Problem requirements: Having read the listing below, repeat it exactly.

Exercise material:

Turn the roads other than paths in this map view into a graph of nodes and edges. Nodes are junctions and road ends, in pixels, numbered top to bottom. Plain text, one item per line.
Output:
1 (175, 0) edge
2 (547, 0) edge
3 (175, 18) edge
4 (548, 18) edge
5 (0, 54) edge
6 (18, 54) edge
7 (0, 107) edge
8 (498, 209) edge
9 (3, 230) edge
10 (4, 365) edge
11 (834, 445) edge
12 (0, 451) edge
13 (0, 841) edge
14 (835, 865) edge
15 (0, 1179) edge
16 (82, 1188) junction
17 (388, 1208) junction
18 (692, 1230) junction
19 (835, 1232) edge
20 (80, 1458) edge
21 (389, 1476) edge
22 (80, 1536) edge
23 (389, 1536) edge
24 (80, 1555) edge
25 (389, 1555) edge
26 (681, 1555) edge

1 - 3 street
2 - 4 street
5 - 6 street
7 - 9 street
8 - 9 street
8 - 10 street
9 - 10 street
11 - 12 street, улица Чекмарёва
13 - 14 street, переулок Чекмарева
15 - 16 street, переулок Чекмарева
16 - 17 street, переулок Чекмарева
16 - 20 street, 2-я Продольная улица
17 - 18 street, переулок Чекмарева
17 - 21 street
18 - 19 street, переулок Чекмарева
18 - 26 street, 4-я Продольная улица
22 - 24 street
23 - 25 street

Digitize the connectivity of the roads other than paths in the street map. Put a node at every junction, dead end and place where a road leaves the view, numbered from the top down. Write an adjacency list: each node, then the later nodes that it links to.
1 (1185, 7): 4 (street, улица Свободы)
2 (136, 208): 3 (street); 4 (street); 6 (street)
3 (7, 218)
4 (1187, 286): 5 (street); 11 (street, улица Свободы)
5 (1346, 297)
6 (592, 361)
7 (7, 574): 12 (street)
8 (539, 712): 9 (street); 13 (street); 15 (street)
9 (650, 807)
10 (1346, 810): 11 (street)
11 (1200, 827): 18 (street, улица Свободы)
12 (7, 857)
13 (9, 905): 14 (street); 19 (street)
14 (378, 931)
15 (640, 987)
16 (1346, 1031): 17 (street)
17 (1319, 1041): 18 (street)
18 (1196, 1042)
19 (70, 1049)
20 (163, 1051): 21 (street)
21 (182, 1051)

Task response:
Turn the roads other than paths in this map view into a graph of nodes and edges. Nodes are junctions and road ends, in pixels, numbered top to bottom. Plain text, one item per line.
Output:
1 (175, 0) edge
2 (547, 0) edge
3 (175, 18) edge
4 (548, 18) edge
5 (0, 54) edge
6 (18, 54) edge
7 (0, 107) edge
8 (498, 209) edge
9 (3, 230) edge
10 (4, 365) edge
11 (834, 445) edge
12 (0, 451) edge
13 (0, 841) edge
14 (835, 865) edge
15 (0, 1179) edge
16 (82, 1188) junction
17 (388, 1208) junction
18 (692, 1230) junction
19 (835, 1232) edge
20 (80, 1458) edge
21 (389, 1476) edge
22 (80, 1536) edge
23 (389, 1536) edge
24 (80, 1555) edge
25 (389, 1555) edge
26 (681, 1555) edge

1 - 3 street
2 - 4 street
5 - 6 street
7 - 9 street
8 - 9 street
8 - 10 street
9 - 10 street
11 - 12 street, улица Чекмарёва
13 - 14 street, переулок Чекмарева
15 - 16 street, переулок Чекмарева
16 - 17 street, переулок Чекмарева
16 - 20 street, 2-я Продольная улица
17 - 18 street, переулок Чекмарева
17 - 21 street
18 - 19 street, переулок Чекмарева
18 - 26 street, 4-я Продольная улица
22 - 24 street
23 - 25 street

Digitize the connectivity of the roads other than paths in the street map. Put a node at every junction, dead end and place where a road leaves the view, numbered from the top down. Write an adjacency list: each node, then the later nodes that it links to.
1 (1185, 7): 4 (street, улица Свободы)
2 (136, 208): 3 (street); 4 (street); 6 (street)
3 (7, 218)
4 (1187, 286): 5 (street); 11 (street, улица Свободы)
5 (1346, 297)
6 (592, 361)
7 (7, 574): 12 (street)
8 (539, 712): 9 (street); 13 (street); 15 (street)
9 (650, 807)
10 (1346, 810): 11 (street)
11 (1200, 827): 18 (street, улица Свободы)
12 (7, 857)
13 (9, 905): 14 (street); 19 (street)
14 (378, 931)
15 (640, 987)
16 (1346, 1031): 17 (street)
17 (1319, 1041): 18 (street)
18 (1196, 1042)
19 (70, 1049)
20 (163, 1051): 21 (street)
21 (182, 1051)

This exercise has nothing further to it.